To her credit, she actually does sound apologetic. Maybe this is normal for her. Maybe she’s used to turning down crying small business owners because her boss got pissed off about Twitter drama.

I take a deep breath, nodding. “Okay. Thank you.”

“You’re welcome, ma’am. Have a nice day.” She hangs up. My phone beeps in my ear as the line disconnects. Slowly, I lower it to my side, looking around the airport. The bright lights and crowds of people shimmer around me.

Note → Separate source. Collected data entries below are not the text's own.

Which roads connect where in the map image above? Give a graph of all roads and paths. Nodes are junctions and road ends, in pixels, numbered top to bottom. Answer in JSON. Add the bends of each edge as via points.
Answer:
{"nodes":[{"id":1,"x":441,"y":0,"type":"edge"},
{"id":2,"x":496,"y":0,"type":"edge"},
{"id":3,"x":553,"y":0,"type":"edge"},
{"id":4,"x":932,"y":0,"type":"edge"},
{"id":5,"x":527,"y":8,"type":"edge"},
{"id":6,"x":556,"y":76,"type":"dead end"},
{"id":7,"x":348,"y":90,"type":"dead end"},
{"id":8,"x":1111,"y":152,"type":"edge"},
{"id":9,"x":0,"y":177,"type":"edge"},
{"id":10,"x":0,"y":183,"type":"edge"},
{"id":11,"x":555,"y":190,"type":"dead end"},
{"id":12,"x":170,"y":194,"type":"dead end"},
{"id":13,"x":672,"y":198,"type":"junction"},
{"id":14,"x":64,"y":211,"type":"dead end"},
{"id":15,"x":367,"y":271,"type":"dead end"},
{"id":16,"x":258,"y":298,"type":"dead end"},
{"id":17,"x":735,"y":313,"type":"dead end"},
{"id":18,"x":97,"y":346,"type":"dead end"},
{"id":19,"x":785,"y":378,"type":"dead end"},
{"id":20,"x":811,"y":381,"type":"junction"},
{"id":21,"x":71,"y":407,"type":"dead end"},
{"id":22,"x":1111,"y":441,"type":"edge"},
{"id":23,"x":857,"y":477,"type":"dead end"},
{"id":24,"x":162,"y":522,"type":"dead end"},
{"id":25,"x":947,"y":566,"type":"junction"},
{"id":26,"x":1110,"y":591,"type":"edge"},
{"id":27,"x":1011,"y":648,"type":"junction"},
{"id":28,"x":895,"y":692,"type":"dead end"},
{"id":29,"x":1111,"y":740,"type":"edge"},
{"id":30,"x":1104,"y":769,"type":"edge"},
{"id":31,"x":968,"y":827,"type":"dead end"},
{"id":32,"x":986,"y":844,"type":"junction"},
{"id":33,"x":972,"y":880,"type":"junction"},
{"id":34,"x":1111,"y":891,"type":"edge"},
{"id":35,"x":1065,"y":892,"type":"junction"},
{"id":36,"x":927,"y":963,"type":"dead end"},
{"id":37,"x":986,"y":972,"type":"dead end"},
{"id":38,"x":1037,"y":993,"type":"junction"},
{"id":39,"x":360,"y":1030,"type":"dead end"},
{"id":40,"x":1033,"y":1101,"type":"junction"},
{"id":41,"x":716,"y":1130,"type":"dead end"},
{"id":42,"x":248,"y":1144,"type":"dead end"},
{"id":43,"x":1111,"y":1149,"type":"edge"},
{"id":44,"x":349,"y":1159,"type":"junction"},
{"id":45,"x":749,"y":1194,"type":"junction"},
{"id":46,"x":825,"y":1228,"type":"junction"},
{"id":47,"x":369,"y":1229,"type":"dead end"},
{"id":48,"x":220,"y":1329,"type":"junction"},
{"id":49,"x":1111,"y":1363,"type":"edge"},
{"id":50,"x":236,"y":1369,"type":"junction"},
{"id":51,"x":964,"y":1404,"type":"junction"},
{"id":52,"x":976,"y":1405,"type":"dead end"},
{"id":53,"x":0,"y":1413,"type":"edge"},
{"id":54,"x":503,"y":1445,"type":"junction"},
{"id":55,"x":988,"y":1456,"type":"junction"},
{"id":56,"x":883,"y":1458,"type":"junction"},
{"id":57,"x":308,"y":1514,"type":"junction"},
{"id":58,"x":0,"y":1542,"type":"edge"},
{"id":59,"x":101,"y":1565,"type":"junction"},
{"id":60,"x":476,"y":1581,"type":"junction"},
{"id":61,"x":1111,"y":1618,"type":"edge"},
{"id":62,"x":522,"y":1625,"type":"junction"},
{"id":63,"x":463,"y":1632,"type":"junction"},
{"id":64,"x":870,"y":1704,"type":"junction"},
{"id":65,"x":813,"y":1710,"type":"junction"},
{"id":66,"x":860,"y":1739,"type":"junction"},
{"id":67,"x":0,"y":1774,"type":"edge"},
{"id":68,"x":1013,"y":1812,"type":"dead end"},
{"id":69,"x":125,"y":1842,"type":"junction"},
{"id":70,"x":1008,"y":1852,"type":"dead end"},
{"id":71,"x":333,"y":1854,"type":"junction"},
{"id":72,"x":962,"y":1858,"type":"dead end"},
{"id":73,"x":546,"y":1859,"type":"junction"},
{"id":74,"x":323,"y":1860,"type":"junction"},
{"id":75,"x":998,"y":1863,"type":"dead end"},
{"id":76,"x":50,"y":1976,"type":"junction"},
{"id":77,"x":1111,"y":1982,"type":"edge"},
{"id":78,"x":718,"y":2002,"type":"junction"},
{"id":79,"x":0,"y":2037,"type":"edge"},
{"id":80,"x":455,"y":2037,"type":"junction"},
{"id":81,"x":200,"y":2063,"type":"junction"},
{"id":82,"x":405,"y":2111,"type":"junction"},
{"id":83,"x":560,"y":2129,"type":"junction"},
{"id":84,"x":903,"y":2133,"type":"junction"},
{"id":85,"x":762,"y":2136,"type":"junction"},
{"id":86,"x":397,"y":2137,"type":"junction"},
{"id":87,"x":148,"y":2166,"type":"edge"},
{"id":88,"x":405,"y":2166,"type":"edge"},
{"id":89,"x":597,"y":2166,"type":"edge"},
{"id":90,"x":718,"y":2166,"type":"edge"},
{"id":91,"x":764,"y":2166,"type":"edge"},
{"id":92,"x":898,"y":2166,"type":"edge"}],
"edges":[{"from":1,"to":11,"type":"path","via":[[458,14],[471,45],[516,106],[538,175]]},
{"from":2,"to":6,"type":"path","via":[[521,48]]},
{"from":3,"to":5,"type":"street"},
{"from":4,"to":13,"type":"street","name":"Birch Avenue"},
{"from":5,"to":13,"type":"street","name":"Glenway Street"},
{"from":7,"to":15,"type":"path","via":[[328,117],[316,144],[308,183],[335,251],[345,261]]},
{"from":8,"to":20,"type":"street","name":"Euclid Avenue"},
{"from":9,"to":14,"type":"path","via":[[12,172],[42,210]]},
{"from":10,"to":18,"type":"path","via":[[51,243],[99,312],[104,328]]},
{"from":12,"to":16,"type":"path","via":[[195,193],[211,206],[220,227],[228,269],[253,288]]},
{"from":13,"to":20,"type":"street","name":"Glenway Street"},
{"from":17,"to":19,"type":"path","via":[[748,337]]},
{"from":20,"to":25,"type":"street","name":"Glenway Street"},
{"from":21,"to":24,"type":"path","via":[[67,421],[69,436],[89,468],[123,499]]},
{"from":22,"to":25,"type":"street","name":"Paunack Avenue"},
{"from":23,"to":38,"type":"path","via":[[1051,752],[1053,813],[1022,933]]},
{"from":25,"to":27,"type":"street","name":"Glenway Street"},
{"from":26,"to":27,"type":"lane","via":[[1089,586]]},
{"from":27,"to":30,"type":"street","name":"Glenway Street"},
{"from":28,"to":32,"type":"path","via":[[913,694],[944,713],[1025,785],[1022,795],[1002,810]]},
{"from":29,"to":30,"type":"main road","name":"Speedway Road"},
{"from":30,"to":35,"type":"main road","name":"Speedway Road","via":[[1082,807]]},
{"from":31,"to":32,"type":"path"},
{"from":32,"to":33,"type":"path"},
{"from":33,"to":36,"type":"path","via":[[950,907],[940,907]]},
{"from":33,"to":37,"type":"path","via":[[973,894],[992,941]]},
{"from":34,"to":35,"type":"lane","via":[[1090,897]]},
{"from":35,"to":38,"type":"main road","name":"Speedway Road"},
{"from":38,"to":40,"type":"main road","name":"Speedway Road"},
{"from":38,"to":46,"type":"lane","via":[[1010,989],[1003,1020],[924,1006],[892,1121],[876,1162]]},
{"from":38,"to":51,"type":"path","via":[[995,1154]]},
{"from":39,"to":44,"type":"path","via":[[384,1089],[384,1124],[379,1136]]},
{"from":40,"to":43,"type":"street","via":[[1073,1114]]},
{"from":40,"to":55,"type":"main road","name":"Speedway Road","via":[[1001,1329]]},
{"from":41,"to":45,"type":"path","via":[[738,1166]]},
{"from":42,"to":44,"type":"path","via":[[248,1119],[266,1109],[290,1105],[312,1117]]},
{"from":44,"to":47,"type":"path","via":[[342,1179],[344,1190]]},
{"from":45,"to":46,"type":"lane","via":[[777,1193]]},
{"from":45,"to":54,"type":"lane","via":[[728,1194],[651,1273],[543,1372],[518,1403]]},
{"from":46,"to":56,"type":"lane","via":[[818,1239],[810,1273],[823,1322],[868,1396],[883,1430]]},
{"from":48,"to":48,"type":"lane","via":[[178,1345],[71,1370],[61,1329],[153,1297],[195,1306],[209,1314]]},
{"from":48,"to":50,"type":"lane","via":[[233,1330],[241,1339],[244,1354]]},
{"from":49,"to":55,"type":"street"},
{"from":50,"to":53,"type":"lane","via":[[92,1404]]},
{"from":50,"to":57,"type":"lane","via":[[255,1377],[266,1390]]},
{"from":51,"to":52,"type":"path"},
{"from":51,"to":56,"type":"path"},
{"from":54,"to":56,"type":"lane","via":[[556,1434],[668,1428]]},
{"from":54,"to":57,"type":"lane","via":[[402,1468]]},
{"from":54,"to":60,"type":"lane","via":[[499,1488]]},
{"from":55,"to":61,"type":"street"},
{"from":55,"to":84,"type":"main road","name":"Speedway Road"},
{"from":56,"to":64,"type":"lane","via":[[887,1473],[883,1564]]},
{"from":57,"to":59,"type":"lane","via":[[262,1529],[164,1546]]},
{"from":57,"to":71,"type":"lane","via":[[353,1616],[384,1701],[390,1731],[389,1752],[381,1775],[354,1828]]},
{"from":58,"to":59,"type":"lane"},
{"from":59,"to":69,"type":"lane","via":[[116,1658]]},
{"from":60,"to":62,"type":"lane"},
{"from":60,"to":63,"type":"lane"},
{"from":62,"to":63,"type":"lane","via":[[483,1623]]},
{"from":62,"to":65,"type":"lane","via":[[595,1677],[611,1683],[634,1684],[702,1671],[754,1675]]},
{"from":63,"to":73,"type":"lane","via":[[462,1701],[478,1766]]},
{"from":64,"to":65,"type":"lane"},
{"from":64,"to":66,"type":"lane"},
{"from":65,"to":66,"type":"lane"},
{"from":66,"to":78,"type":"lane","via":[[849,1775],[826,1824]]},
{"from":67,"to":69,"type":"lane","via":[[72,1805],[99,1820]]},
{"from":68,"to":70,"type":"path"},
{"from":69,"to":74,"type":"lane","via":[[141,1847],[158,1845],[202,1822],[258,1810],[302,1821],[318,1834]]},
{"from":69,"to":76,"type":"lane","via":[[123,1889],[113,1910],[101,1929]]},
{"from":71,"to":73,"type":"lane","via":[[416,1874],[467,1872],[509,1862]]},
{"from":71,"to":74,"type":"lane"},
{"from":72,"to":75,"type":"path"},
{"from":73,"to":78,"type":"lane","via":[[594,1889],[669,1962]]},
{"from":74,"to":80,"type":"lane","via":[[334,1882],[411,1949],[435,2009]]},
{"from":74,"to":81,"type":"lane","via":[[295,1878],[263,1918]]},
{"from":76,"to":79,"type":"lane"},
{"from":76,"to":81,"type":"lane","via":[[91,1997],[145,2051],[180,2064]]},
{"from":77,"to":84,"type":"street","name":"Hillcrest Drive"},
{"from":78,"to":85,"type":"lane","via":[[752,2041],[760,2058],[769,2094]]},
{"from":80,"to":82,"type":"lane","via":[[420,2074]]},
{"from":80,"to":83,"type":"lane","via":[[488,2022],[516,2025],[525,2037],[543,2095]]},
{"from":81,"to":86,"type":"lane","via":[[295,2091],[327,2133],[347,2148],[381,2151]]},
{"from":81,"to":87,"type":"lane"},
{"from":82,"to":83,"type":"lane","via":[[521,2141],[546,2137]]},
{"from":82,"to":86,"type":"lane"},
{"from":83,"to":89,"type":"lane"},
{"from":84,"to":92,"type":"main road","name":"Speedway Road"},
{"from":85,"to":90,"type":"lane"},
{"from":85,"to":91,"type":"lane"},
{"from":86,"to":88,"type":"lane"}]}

It’s happening again. Once again, people are lying about me. They’re spreading rumours, and making stuff up, and I can’t talk back. At least when I was sixteen, it was only the school making fun of me. The guys have let me become a worldwide laughing-stock. Hell, this has probably been good for them. I bet their engagement has skyrocketed, while I’ve just been left to struggle and fight all by myself. Again. Because I was stupid enough to trust them.

I look down at my suitcase. I don’t know where to go. I can’t bear to see the guys right now, but I don’t have anywhere else. I don’t have any friends. Just a few weeks ago, I had three boyfriends; I had listeners tweeting and messaging and emailing me; I had more customers than I’d ever seen before. I’ve spent my whole life thinking I was unlikeable, and for the first time in almost thirty years, it felt like people genuinely liked me.

And now I’m alone again.

A wave of shame washes over me. How did I let this happen? How did I let the guys put me in such a terrible position? Yeah, they hurt me, and — intentionally or not — started a scandal which hurt my career. But I’m the one cowering away, afraid of going home. I’m the one who hasn’t done any real work in a week. Who’s spent days crying in a hotel room, too scared to check my own email. That’s not on them, that’s on me.

It’s not like I haven’t been through this before. I know what it’s like to be bullied. I have years of experience. I’ve handled it once, and I can handle it again. I’m not going to let people break me down into pieces. I won’t.

Something inside me hardens. I can’t wallow in self-pity anymore. I need to face this head on.

I feel like I’m in a dream as I drag my suitcase to the nearest airport restaurant. I can’t face my hotel room yet. I know if I let myself be alone, I’ll break down. And I am so sick of feeling sorry for myself. Instead, I make my way up to the bar, sit gingerly on the barstool, and order a white wine.

“Do you have a pen I can borrow?” I ask the bartender when he delivers my drink. “I need to write something down.”